Liberi di sentirci bene
Ogni individuo ha diritto di sentirsi bene con se stesso e di migliorare.
Questi ultimi anni hanno visto cambiare la società , le abitudini, i costumi e la qualità della vita legata soprattutto ad un incremento della sua durata. Quello che non è cambiato è l’attenzione alla propria persona, il sentirsi bene con se stessi a qualunque età. Anzi si è verificata una sollecitazione sempre maggiore verso la medicina estetica da parte di pazienti che chiedono di migliorare il proprio aspetto per una ricerca di sicurezza personale, per una necessità professionale o per una esigenza psicologica e fisica. Purtroppo non mancano i pregiudizi da parte di questa medicina e nei confronti di coloro che richiedono prestazioni estetiche.

Ogni individuo però ha diritto di sentirsi bene con se stesso, deve sentirsi libero di migliorare la qualità della sua vita e mantenere il proprio benessere psico-fisico.
In fondo la stessa OMS dichiara che la salute non è solo assenza di malattia ma benessere psico-fisico. Forse i pregiudizi nascono anche dalla non conoscenza. Torno spesso a ripetere che la medicina estetica non è la medicina delle “punturine” della pausa pranzo.
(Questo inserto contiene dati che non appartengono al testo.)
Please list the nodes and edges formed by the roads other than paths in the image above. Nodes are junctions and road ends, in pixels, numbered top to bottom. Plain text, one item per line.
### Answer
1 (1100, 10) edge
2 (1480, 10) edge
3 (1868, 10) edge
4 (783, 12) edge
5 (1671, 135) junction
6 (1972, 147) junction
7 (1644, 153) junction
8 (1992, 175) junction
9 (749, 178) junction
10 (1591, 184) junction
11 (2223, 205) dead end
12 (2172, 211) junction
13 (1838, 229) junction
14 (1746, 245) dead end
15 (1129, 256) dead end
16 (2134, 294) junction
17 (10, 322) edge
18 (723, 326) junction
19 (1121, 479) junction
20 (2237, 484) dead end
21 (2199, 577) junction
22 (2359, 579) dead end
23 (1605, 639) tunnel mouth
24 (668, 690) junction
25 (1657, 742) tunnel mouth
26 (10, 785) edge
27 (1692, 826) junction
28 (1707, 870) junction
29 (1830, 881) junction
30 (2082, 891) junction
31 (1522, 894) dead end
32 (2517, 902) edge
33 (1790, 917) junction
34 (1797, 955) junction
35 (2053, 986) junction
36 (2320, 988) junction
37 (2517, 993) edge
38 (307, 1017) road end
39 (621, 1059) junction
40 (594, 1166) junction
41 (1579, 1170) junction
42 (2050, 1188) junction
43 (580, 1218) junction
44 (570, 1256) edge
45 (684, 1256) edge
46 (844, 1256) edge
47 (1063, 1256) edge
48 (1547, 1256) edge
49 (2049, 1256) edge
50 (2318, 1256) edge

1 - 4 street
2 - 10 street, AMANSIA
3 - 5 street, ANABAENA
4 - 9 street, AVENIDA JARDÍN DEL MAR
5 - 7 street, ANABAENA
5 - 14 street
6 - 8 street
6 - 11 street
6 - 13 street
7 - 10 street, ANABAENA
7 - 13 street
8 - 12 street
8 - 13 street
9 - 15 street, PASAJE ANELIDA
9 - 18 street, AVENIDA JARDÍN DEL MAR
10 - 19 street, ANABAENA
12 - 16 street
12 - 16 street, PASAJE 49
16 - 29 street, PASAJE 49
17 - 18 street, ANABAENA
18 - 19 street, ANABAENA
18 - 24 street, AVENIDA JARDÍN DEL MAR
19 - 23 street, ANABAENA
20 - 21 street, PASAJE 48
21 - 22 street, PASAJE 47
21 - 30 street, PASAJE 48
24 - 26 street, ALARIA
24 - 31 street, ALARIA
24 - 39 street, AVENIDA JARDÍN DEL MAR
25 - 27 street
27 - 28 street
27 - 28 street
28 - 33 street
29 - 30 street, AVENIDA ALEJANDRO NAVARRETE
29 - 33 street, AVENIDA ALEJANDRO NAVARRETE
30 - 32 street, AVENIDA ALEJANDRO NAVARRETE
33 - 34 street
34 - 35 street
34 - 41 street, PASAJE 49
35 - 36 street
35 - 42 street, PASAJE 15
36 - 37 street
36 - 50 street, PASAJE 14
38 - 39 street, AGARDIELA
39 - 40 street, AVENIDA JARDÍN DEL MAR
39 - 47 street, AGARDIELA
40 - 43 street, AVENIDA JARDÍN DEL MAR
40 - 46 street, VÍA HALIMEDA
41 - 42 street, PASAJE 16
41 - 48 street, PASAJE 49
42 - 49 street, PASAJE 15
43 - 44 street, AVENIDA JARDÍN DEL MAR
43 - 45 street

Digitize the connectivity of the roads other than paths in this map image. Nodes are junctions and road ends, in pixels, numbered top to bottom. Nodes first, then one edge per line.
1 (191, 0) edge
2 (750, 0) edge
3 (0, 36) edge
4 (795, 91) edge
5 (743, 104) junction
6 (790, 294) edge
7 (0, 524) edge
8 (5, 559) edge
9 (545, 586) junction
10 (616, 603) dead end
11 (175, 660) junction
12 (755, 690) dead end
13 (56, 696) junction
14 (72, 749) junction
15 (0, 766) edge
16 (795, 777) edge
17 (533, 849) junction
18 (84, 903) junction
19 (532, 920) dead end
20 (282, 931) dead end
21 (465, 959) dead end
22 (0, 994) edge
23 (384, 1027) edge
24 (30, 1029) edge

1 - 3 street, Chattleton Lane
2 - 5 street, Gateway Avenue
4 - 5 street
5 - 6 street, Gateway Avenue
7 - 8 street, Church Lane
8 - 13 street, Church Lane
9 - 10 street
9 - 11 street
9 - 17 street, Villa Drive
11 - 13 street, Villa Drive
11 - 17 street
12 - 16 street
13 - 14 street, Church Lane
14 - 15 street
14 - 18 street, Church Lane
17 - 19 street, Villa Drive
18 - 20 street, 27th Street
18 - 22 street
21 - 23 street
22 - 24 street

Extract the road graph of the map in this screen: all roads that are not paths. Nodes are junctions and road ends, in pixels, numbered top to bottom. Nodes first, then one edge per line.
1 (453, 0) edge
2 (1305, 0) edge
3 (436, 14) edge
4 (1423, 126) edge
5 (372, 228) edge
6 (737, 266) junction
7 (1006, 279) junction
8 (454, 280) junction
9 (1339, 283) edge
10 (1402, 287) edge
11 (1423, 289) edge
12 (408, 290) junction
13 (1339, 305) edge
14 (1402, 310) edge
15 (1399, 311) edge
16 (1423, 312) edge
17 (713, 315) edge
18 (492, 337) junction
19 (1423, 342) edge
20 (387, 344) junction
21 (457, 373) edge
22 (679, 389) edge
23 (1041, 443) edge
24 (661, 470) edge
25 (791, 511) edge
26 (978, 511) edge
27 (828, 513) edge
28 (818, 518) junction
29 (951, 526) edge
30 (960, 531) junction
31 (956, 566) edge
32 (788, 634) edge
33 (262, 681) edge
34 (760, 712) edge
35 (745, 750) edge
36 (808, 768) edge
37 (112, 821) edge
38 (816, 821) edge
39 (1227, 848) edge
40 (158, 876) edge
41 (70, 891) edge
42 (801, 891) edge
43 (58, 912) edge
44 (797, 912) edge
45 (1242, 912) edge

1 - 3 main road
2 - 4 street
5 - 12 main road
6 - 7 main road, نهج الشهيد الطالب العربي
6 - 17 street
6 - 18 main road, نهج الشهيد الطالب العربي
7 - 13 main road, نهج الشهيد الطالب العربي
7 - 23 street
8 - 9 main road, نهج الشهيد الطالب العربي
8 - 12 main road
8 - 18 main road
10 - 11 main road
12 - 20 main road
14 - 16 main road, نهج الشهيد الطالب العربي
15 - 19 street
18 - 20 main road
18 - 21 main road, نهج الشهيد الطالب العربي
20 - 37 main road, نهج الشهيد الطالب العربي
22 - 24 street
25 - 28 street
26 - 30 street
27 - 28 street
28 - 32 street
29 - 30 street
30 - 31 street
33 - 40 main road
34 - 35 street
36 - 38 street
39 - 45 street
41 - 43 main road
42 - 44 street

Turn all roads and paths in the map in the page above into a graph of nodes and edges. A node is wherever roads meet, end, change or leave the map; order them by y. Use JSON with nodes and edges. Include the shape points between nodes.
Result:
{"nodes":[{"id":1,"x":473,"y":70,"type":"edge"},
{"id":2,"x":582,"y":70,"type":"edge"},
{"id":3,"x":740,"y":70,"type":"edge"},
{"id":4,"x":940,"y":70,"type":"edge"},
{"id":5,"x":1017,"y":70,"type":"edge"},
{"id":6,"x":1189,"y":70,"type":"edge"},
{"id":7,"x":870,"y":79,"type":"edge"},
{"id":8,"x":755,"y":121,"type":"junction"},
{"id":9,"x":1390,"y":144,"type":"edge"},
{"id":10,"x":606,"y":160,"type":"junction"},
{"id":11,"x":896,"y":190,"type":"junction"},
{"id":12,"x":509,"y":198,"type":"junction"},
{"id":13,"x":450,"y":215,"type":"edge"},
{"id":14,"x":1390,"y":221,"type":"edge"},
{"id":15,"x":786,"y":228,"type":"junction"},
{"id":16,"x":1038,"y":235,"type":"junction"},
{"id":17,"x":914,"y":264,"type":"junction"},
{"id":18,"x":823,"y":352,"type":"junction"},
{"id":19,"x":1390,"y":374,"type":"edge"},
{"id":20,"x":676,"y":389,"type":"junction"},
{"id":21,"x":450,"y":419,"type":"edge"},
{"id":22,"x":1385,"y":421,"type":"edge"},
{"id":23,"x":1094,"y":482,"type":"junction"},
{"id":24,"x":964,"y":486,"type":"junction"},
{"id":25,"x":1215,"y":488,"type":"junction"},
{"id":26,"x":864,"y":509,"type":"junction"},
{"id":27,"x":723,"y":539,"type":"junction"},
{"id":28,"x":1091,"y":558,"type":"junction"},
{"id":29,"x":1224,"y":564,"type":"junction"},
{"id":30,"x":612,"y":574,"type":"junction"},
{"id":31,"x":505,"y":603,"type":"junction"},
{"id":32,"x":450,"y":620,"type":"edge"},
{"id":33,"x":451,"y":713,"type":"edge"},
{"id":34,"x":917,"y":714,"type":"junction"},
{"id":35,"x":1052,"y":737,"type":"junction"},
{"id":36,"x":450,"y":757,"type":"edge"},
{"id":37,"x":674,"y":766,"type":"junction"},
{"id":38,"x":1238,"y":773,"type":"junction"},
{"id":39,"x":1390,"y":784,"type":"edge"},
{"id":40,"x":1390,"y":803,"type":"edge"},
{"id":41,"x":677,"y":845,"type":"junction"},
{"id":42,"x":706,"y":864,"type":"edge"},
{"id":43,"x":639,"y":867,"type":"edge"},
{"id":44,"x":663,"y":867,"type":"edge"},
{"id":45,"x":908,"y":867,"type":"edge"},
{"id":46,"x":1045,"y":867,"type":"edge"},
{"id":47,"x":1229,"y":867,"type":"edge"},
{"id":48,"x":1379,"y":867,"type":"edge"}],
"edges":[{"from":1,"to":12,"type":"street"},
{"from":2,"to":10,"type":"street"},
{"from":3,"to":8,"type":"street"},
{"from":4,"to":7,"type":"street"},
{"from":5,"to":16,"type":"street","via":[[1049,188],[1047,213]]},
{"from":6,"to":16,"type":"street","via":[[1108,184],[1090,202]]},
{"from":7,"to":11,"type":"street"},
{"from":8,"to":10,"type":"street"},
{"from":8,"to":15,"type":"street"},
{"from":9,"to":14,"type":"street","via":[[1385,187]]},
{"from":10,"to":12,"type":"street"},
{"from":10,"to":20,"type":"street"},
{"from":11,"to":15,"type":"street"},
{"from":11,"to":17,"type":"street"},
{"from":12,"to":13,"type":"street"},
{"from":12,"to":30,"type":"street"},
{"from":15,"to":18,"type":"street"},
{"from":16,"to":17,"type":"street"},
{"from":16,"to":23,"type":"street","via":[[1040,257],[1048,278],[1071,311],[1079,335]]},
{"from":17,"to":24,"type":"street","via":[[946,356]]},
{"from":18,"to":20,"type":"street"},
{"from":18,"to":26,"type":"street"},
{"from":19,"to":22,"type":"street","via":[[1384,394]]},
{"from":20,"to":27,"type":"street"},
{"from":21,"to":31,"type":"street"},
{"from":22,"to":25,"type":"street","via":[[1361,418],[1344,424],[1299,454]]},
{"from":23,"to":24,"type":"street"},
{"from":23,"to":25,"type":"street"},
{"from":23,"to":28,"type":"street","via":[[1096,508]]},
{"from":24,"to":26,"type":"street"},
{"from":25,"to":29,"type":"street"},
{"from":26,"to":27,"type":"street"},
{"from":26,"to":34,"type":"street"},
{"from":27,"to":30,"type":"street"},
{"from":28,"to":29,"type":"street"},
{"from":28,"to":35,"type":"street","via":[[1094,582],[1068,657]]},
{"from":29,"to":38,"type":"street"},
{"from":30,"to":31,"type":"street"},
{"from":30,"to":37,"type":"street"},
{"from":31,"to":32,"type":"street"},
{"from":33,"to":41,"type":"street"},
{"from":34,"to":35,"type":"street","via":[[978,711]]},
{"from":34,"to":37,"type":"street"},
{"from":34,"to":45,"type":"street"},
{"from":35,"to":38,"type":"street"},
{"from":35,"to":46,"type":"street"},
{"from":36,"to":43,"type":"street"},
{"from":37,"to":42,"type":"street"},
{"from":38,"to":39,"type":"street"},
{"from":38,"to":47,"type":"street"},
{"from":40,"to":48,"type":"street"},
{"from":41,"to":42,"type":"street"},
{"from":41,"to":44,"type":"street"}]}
E’ una medicina preventiva che si occupa non solo dell’inestetismo fine a se stesso, ma è una vera disciplina per la qualità della vita i cui punti essenziali sono:
– trattamento delle disgrazie fisiche e delle alterazioni estetiche e costituzionali.
– trattamento delle sequele inestetiche delle malattie e degli incidenti traumatici.
– prevenzione dell’ invecchiamento e dalla possibile invalidità psicofisica conseguente.
– l’educazione costante, per consentire a ciascuno una gestione razionale del proprio patrimonio biologico grazie a programmi di igiene mentale, fisica e alimentare.